## What the task asks
Every line that contains "HJORTESPRINGVEJ" must be located and copied from the data.

Saved entries:
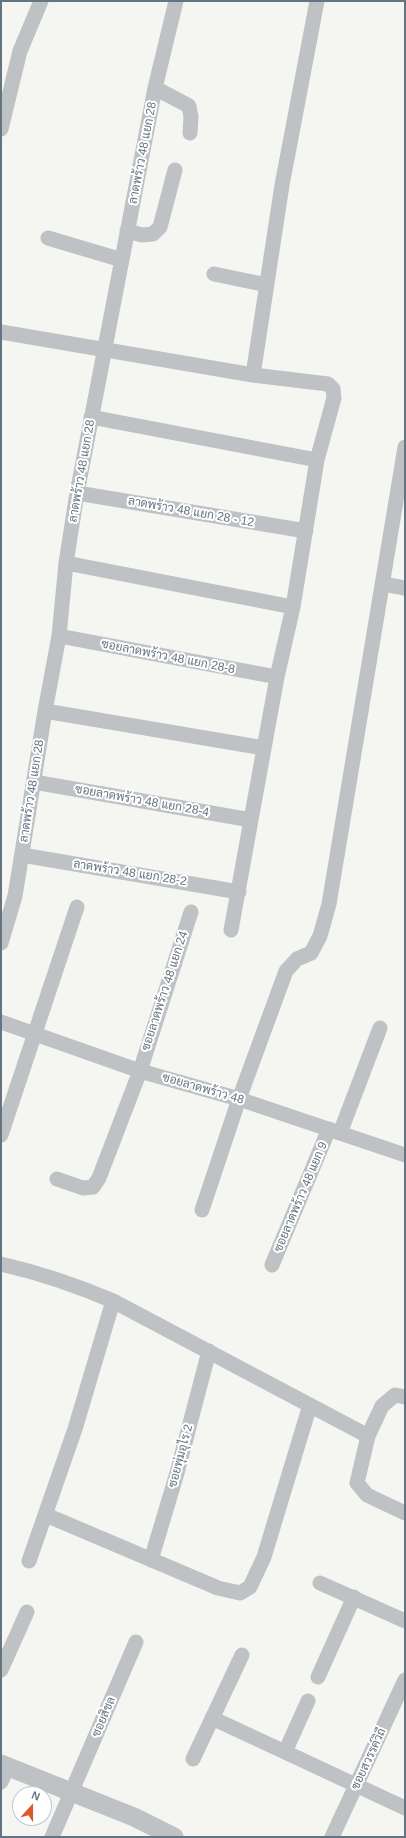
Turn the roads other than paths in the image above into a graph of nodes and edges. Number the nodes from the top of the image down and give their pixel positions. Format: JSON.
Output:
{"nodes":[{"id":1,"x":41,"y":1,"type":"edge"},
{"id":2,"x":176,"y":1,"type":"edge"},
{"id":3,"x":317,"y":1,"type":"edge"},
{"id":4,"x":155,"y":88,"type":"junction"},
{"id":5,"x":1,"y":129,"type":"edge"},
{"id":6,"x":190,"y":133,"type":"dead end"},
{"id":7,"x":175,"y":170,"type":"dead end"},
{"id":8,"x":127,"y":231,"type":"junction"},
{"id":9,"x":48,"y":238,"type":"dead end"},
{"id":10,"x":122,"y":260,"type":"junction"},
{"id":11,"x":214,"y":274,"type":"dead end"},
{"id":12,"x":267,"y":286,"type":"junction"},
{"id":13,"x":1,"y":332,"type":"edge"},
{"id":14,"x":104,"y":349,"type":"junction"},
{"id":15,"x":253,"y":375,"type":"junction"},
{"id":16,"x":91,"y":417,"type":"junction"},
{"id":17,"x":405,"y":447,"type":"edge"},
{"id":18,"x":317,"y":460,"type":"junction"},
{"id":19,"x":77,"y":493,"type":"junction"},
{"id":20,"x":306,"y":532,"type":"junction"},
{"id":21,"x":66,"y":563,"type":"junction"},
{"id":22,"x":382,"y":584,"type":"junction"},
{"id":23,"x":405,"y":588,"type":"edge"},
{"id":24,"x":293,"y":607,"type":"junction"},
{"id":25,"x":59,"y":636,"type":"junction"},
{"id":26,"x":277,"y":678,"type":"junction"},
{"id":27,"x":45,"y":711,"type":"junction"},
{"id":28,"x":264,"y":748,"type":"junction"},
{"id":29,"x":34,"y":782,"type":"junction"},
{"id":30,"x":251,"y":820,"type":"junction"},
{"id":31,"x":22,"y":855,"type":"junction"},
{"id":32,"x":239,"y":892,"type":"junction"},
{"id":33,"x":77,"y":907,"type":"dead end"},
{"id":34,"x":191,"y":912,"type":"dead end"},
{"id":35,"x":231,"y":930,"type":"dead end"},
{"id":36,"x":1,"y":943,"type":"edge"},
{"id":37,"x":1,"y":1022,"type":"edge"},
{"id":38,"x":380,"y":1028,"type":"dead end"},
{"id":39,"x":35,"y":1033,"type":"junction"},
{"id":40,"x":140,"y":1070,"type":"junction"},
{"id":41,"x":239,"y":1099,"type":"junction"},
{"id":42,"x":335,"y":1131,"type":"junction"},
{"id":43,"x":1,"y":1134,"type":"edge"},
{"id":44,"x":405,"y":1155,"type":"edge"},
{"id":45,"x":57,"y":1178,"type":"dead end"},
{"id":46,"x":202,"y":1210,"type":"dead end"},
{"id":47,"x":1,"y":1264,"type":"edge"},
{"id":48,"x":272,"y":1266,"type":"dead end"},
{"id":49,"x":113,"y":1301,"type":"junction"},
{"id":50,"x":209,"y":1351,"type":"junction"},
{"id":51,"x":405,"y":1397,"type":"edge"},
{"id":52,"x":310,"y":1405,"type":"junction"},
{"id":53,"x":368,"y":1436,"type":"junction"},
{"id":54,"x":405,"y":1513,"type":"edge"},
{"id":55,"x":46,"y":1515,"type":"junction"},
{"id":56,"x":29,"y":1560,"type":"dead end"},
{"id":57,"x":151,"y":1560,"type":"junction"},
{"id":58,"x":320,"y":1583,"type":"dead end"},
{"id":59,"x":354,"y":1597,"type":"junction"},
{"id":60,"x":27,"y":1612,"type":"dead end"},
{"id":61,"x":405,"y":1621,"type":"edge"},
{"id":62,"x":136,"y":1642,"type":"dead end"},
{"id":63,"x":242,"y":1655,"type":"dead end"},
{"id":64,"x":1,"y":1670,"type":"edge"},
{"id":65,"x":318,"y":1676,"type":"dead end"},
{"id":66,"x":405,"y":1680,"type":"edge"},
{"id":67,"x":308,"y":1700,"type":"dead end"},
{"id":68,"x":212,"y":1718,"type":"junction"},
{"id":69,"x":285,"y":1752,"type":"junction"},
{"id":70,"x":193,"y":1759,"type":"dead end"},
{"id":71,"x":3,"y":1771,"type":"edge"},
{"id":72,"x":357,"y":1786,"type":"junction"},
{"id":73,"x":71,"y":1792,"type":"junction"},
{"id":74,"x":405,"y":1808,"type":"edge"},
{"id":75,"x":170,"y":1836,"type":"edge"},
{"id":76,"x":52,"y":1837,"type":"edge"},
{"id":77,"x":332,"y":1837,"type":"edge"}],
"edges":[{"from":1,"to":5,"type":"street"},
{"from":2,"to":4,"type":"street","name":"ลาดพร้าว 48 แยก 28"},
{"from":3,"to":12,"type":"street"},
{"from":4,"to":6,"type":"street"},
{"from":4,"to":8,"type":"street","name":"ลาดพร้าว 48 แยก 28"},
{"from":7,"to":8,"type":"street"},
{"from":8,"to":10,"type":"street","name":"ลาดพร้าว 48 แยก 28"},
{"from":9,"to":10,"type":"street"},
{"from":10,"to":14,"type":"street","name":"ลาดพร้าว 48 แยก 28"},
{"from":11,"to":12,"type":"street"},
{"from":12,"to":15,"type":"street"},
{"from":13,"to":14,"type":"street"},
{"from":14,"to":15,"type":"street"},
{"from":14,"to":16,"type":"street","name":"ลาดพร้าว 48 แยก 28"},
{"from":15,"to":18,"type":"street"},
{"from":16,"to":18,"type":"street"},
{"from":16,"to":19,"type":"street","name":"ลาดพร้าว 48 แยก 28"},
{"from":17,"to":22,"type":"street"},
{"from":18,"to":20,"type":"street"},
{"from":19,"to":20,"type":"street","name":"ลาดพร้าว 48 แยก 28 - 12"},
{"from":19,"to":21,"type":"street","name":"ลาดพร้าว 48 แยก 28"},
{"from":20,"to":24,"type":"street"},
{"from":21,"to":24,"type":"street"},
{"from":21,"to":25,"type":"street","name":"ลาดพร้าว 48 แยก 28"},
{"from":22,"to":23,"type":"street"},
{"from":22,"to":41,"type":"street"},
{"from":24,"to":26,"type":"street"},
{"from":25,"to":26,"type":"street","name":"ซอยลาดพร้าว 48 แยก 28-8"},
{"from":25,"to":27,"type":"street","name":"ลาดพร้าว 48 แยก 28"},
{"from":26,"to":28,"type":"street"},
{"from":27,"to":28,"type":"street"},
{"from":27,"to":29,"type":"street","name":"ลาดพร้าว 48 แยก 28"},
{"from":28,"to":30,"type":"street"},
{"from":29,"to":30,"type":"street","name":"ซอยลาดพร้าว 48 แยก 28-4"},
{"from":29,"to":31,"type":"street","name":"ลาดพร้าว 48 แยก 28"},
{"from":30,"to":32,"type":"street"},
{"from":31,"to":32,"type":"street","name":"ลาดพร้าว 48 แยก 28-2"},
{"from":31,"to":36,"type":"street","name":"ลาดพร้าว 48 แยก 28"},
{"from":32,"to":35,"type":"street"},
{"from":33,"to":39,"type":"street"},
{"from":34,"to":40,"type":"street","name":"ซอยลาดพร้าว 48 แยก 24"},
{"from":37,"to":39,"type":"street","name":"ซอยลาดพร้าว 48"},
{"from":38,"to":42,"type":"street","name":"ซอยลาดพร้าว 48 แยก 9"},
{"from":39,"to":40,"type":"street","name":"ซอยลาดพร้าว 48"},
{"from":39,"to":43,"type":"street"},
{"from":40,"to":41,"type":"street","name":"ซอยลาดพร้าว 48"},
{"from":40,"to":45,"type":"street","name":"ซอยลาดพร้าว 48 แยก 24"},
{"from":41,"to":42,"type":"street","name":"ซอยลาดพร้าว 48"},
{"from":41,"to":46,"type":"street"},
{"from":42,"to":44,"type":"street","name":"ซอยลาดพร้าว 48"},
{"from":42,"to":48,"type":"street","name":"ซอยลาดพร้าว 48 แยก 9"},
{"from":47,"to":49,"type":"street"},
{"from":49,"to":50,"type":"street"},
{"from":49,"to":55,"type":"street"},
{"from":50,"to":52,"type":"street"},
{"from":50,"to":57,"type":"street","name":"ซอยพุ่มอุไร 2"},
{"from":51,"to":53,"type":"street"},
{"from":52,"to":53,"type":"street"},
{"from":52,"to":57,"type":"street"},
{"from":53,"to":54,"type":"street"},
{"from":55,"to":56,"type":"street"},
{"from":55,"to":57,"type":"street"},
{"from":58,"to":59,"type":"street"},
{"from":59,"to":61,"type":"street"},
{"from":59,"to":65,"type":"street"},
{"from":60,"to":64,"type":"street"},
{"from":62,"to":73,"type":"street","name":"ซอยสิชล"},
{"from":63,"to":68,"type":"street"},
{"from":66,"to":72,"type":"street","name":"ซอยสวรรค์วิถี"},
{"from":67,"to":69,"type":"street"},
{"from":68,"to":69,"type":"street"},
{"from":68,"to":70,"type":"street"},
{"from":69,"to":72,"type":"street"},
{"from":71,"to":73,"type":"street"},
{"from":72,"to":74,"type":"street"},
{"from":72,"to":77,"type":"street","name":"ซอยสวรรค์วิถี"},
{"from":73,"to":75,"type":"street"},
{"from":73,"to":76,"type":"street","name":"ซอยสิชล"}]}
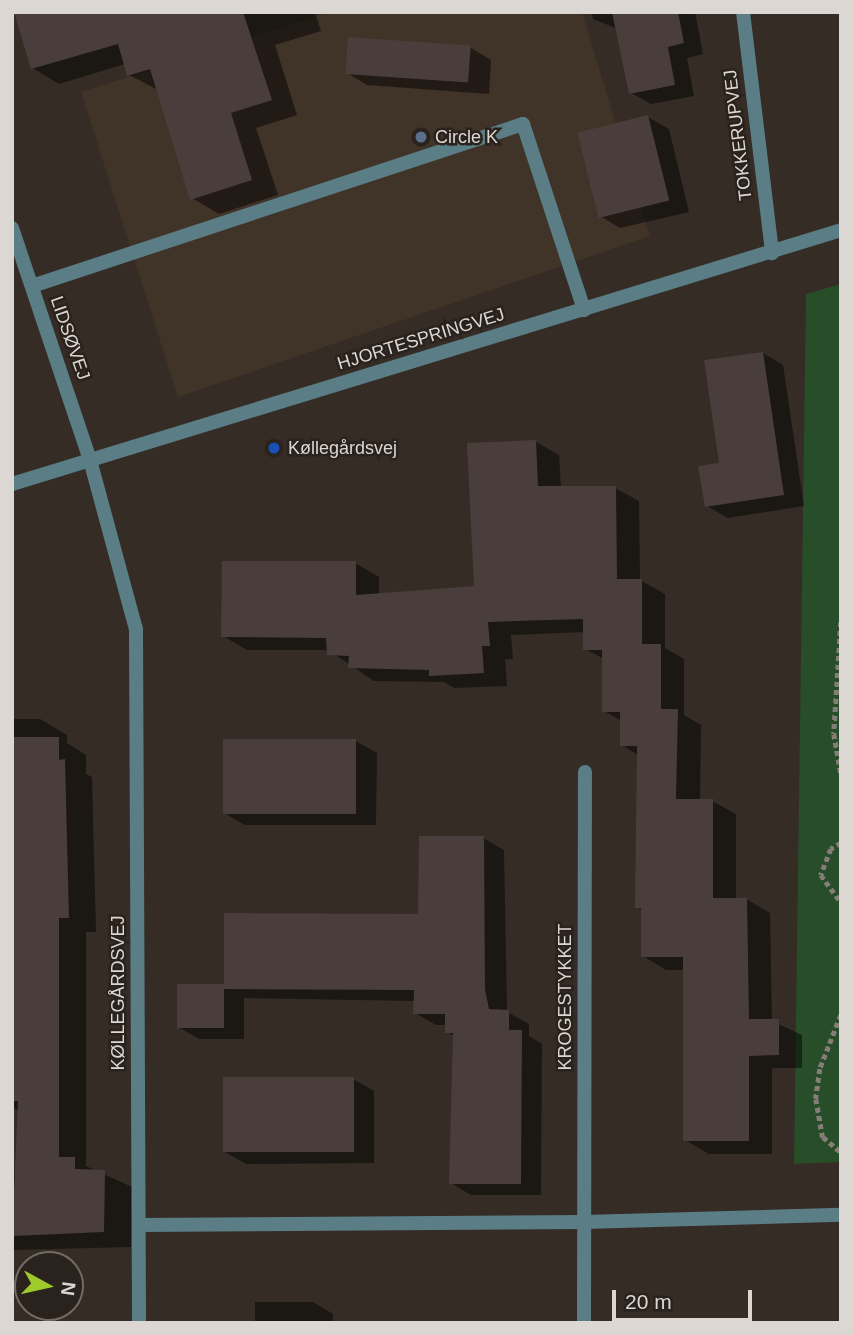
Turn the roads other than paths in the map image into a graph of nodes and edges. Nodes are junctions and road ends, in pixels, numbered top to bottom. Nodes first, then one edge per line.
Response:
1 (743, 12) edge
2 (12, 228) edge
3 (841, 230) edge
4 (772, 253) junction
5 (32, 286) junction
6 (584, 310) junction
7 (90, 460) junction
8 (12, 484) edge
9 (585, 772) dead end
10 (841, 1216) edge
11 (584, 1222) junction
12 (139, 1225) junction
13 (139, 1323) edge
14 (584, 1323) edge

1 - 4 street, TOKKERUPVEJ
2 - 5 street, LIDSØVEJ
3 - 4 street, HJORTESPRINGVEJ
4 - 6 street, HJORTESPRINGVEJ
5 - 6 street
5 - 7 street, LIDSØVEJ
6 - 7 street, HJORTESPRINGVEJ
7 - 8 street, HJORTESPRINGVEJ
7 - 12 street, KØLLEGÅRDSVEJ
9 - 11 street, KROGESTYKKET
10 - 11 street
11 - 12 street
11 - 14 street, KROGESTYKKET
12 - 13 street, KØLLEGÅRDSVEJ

## Exercise result
3 - 4 street, HJORTESPRINGVEJ
4 - 6 street, HJORTESPRINGVEJ
6 - 7 street, HJORTESPRINGVEJ
7 - 8 street, HJORTESPRINGVEJ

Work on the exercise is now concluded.